Without including the images, transcribe each record precisely as it appears below.

SOURCE MATERIAL below:

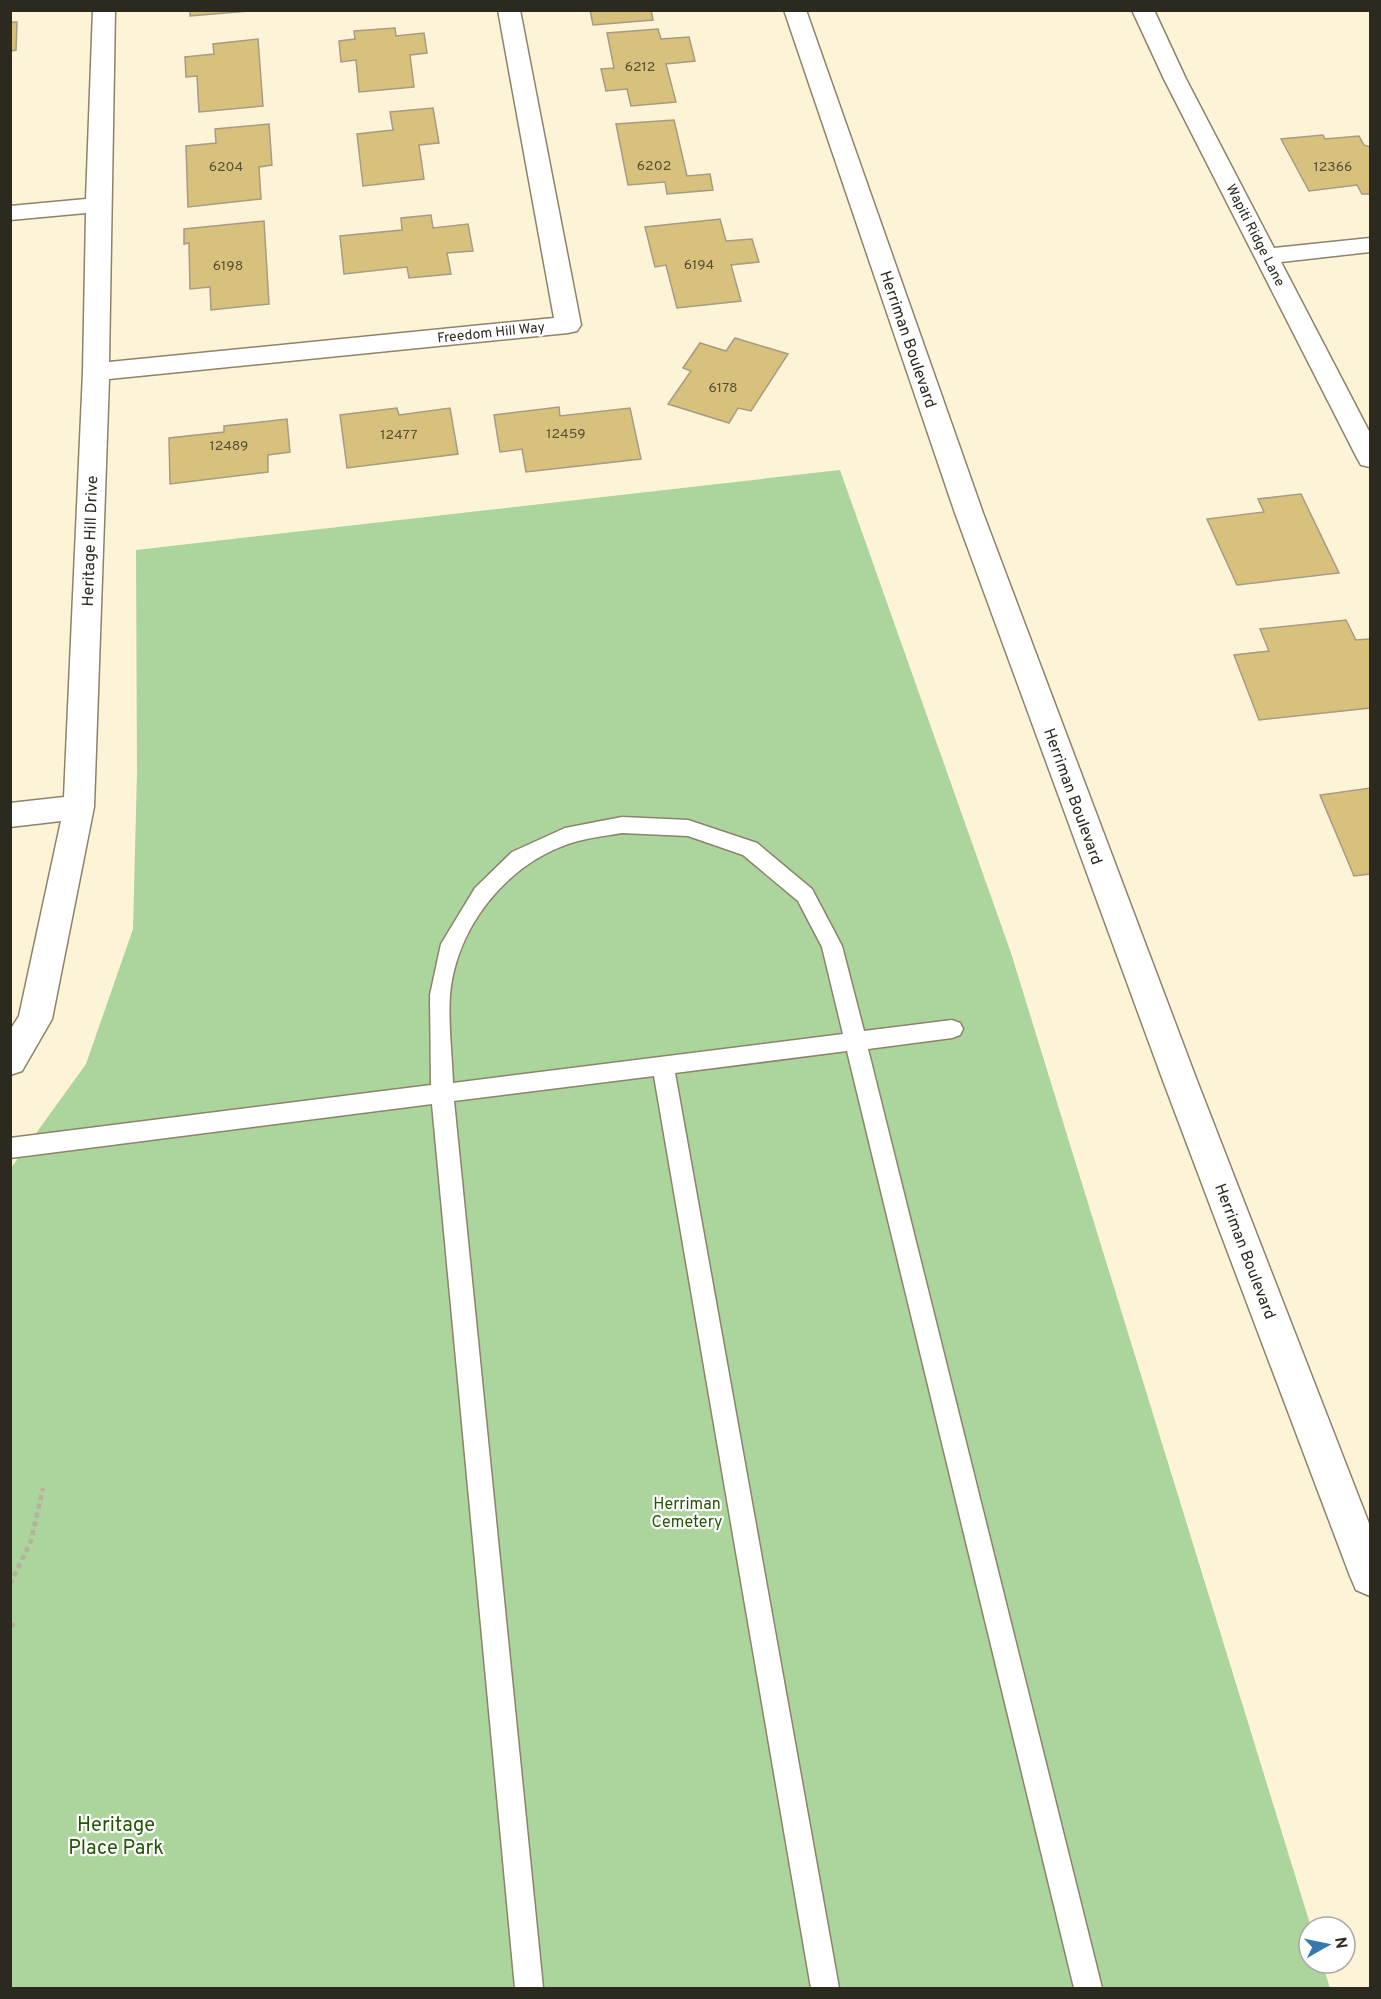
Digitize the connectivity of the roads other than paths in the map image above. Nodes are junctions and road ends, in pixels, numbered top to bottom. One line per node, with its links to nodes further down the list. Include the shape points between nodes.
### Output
1 (104, 10): 5 (street, Heritage Hill Drive)
2 (509, 10): 9 (street, Freedom Hill Way, via 568,325)
3 (795, 10): 19 (street, Herriman Boulevard, via 969,513 1179,1078)
4 (1143, 10): 8 (street, Wapiti Ridge Lane)
5 (98, 205): 6 (street); 9 (street, Heritage Hill Drive)
6 (10, 213)
7 (1371, 245): 8 (street)
8 (1267, 256): 10 (street, Wapiti Ridge Lane)
9 (96, 372): 11 (street, Heritage Hill Drive)
10 (1371, 458)
11 (78, 807): 12 (street); 15 (street, Heritage Hill Drive, via 35,1019)
12 (10, 815)
13 (952, 1029): 14 (lane)
14 (856, 1042): 16 (lane); 17 (lane, via 832,946 805,895 750,849 688,828 622,825 565,836 519,858 482,894 451,944 440,995); 22 (lane)
15 (10, 1061)
16 (663, 1066): 17 (lane); 21 (lane)
17 (442, 1093): 18 (lane); 20 (lane)
18 (10, 1148)
19 (1371, 1576)
20 (529, 1989)
21 (825, 1989)
22 (1088, 1989)

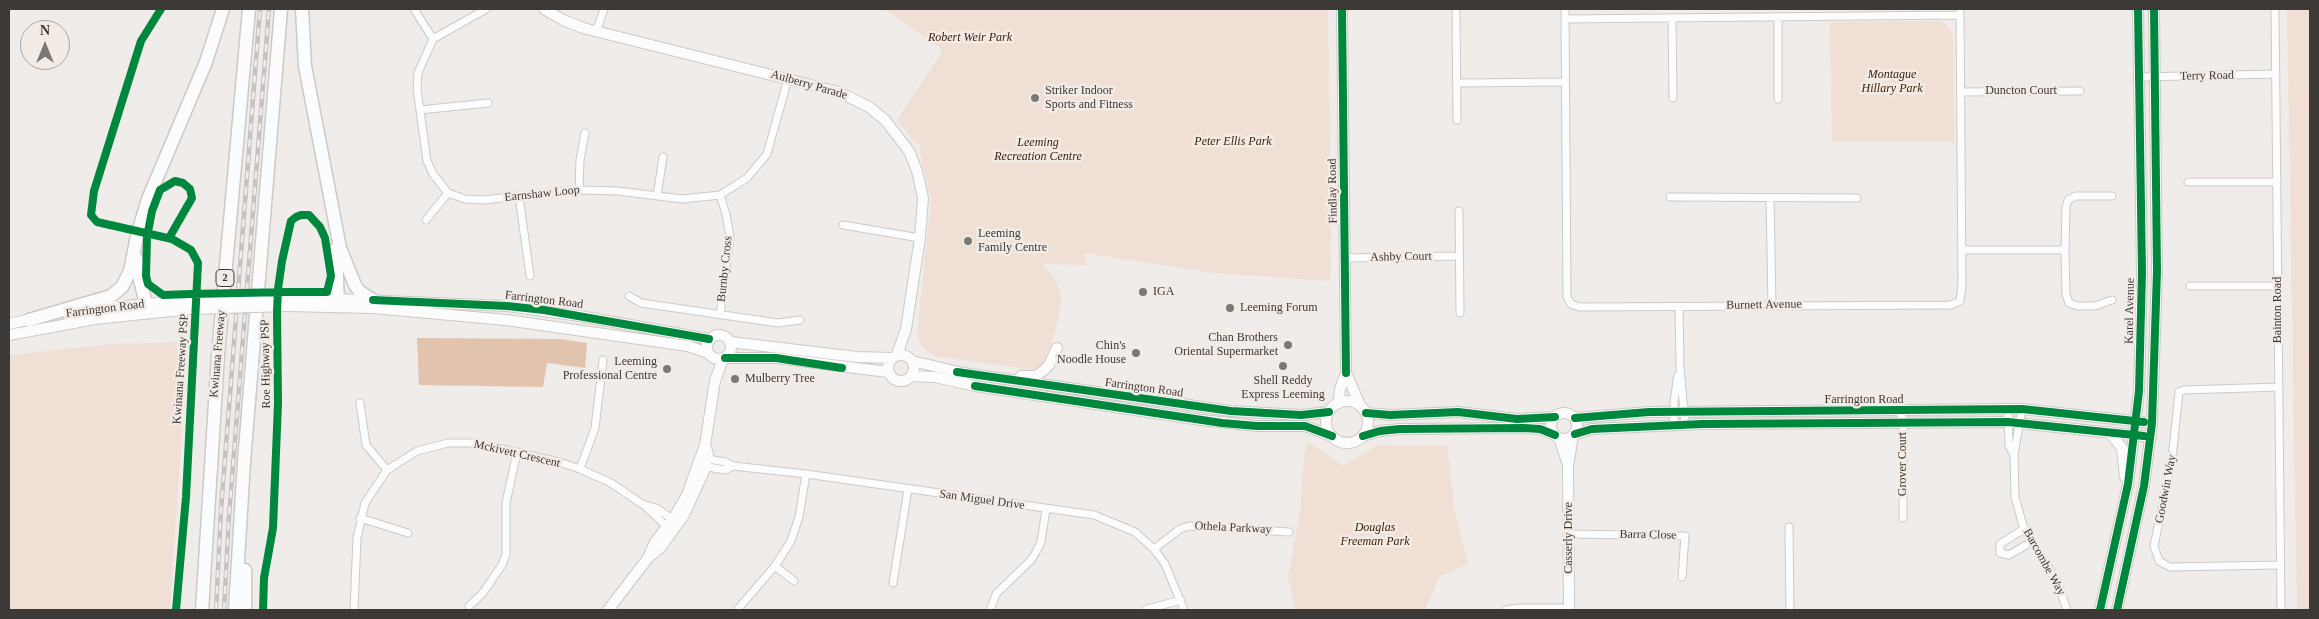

End of SOURCE MATERIAL.

SOLUTION BELOW:
Digitize the connectivity of the roads other than paths in the map image above. Nodes are junctions and road ends, in pixels, numbered top to bottom. One line per node, with its links to nodes further down the list. Include the shape points between nodes.
### Output
1 (104, 10): 5 (street, Heritage Hill Drive)
2 (509, 10): 9 (street, Freedom Hill Way, via 568,325)
3 (795, 10): 19 (street, Herriman Boulevard, via 969,513 1179,1078)
4 (1143, 10): 8 (street, Wapiti Ridge Lane)
5 (98, 205): 6 (street); 9 (street, Heritage Hill Drive)
6 (10, 213)
7 (1371, 245): 8 (street)
8 (1267, 256): 10 (street, Wapiti Ridge Lane)
9 (96, 372): 11 (street, Heritage Hill Drive)
10 (1371, 458)
11 (78, 807): 12 (street); 15 (street, Heritage Hill Drive, via 35,1019)
12 (10, 815)
13 (952, 1029): 14 (lane)
14 (856, 1042): 16 (lane); 17 (lane, via 832,946 805,895 750,849 688,828 622,825 565,836 519,858 482,894 451,944 440,995); 22 (lane)
15 (10, 1061)
16 (663, 1066): 17 (lane); 21 (lane)
17 (442, 1093): 18 (lane); 20 (lane)
18 (10, 1148)
19 (1371, 1576)
20 (529, 1989)
21 (825, 1989)
22 (1088, 1989)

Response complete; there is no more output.